[Stored items from a collection]

↓

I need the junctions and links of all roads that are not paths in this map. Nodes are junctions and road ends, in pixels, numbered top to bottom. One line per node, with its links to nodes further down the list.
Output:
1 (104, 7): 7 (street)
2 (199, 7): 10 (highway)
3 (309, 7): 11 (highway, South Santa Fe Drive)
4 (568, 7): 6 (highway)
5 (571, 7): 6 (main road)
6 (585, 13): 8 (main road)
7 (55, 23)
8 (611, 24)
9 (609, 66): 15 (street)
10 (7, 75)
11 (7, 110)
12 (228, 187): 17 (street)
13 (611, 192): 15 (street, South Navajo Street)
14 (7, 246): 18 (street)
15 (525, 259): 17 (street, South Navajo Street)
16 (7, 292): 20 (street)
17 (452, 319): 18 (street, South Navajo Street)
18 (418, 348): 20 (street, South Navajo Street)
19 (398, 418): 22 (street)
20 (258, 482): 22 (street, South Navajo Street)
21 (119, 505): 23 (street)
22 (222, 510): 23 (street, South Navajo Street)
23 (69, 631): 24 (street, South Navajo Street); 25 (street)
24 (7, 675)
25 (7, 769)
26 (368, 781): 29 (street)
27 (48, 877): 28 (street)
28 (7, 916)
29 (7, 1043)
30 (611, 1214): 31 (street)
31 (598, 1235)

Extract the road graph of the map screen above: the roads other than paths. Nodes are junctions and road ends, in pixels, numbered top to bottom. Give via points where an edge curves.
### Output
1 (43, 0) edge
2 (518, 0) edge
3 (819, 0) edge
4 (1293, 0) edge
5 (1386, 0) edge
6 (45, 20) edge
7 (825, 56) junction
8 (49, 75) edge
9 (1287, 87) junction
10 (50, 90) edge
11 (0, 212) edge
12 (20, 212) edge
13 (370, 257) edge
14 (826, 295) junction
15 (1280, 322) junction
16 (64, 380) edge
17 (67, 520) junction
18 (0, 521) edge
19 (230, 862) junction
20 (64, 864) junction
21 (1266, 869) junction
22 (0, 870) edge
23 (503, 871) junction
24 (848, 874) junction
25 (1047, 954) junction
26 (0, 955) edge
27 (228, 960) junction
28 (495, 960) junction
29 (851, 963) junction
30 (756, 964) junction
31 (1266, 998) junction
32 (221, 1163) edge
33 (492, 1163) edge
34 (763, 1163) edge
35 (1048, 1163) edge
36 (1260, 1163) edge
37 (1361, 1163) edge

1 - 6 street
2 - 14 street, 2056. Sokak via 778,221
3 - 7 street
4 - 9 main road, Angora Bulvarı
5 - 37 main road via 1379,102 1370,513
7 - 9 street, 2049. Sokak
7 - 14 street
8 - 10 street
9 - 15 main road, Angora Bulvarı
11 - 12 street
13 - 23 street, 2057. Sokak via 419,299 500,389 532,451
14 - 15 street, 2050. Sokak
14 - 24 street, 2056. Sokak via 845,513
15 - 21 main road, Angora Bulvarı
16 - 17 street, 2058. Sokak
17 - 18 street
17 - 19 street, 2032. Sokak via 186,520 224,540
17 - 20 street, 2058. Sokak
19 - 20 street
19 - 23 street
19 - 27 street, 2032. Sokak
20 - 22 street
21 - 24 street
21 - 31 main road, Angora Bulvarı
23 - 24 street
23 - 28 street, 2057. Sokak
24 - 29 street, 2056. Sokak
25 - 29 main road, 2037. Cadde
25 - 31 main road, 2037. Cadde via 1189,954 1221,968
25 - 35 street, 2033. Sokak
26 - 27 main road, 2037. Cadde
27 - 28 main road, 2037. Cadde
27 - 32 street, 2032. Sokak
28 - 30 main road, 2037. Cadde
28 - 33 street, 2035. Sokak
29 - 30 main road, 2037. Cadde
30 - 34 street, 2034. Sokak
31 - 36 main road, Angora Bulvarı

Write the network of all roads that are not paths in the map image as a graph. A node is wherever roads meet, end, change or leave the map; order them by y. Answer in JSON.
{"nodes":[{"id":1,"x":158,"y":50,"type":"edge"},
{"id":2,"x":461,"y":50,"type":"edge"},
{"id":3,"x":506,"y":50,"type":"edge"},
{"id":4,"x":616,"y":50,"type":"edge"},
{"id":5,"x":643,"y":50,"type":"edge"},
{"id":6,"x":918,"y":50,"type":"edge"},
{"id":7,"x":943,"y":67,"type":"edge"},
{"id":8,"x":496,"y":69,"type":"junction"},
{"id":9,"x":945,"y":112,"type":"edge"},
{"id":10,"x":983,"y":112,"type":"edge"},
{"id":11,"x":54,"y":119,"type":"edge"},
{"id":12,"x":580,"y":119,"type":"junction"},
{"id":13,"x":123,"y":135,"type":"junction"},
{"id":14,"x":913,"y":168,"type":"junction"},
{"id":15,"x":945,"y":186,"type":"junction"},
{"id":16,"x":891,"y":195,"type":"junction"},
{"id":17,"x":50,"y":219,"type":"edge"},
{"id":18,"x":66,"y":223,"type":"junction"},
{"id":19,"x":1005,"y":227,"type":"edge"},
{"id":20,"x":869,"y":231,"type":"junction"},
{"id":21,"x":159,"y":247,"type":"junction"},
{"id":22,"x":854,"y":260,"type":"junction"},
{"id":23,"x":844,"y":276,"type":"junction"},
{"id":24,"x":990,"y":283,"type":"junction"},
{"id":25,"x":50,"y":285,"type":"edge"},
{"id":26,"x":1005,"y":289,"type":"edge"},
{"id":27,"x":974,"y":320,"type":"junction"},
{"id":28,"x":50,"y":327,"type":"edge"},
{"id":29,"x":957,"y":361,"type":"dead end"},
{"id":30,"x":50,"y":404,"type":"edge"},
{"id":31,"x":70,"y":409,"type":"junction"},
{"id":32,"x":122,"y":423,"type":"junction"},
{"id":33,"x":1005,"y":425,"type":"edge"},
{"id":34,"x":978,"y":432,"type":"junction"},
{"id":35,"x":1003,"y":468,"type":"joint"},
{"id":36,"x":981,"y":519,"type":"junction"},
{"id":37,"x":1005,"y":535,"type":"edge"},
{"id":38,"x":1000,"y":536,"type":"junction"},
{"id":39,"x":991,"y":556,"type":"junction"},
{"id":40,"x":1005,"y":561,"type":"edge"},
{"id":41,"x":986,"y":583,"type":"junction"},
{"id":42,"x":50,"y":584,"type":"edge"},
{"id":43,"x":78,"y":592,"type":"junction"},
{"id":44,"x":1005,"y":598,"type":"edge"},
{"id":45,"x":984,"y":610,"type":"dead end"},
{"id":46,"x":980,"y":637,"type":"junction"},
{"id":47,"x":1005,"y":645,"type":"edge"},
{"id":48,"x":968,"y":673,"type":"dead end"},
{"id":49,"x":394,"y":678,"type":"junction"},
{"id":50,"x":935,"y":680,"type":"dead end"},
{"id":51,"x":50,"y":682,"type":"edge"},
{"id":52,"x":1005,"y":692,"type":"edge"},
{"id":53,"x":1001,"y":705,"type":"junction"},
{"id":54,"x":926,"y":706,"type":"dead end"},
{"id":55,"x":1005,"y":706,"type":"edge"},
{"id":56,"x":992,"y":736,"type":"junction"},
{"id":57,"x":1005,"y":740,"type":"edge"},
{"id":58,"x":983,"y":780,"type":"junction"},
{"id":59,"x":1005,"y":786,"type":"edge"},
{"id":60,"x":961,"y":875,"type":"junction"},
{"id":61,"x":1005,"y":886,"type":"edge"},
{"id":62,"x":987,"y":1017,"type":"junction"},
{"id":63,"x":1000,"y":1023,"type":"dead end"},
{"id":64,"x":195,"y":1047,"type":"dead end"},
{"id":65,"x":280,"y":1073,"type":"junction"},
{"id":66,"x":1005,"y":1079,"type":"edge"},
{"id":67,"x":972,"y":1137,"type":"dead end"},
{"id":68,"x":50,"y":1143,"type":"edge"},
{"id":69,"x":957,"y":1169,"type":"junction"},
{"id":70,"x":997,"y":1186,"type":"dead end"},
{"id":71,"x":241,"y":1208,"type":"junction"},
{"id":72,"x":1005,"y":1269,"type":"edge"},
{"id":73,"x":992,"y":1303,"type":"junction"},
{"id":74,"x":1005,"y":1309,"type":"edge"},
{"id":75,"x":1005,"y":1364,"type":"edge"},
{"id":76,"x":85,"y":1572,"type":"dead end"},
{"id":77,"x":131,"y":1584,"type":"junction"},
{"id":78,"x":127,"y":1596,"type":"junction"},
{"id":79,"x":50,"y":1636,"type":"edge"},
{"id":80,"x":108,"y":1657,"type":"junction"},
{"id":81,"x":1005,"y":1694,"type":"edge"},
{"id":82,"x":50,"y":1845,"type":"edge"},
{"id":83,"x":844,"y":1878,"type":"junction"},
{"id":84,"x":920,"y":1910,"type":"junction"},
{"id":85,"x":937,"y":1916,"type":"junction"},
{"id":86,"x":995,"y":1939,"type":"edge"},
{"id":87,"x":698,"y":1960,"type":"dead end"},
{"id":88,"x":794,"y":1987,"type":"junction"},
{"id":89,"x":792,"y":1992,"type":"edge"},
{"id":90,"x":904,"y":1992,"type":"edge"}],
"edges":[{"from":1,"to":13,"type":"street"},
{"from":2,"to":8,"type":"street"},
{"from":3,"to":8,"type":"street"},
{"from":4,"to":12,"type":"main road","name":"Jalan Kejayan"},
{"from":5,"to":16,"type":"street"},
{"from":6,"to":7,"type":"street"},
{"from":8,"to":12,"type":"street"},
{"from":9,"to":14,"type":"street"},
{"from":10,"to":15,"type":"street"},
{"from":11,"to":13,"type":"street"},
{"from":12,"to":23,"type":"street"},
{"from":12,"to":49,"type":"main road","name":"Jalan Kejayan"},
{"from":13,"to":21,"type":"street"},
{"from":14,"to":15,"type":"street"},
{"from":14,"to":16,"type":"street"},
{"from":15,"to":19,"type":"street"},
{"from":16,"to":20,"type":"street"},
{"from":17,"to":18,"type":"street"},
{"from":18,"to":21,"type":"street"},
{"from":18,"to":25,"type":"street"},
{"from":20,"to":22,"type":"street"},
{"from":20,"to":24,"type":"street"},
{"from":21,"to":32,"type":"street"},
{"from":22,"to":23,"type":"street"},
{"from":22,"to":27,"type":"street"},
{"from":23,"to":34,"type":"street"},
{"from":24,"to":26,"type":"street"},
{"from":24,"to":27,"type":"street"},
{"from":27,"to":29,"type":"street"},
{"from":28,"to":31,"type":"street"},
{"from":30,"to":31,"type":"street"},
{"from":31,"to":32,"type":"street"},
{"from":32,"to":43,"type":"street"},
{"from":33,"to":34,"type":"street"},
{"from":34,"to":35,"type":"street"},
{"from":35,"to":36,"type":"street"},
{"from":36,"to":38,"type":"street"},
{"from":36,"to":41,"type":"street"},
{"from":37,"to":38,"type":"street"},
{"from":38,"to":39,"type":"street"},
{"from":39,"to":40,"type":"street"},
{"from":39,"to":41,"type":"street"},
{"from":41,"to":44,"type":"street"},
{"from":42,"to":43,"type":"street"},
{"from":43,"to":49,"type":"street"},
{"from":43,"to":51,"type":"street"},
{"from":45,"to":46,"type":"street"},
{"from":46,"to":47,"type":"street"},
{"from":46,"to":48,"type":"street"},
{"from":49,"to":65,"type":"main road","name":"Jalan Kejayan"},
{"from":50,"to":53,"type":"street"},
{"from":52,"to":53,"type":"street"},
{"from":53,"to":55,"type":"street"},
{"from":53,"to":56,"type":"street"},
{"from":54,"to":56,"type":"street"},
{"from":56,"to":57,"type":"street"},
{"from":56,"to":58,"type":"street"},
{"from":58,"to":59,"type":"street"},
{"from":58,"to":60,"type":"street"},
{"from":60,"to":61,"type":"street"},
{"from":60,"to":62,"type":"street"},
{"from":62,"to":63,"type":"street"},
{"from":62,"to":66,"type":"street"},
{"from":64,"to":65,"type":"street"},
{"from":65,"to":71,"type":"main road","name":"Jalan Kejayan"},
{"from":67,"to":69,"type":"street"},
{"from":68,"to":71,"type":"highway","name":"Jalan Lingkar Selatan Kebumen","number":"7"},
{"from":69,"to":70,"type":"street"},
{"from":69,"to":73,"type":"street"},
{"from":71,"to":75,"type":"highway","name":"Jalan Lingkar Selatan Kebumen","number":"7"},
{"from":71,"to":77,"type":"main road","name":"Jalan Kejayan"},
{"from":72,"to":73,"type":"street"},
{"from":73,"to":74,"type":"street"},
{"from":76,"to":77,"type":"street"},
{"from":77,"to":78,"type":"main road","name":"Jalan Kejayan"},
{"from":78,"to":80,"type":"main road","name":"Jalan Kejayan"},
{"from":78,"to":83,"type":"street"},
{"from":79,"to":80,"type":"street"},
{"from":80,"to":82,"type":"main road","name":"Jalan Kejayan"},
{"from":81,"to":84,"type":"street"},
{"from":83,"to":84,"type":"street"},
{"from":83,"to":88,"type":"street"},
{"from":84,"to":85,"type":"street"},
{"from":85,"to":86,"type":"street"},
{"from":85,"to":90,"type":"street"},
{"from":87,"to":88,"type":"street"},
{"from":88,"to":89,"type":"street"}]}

↑

> _Exercise prompt_:
Go through the entries above and report how many lines hold the word "Lingkar". Nothing but the number is needed.

> _Your solution_:
2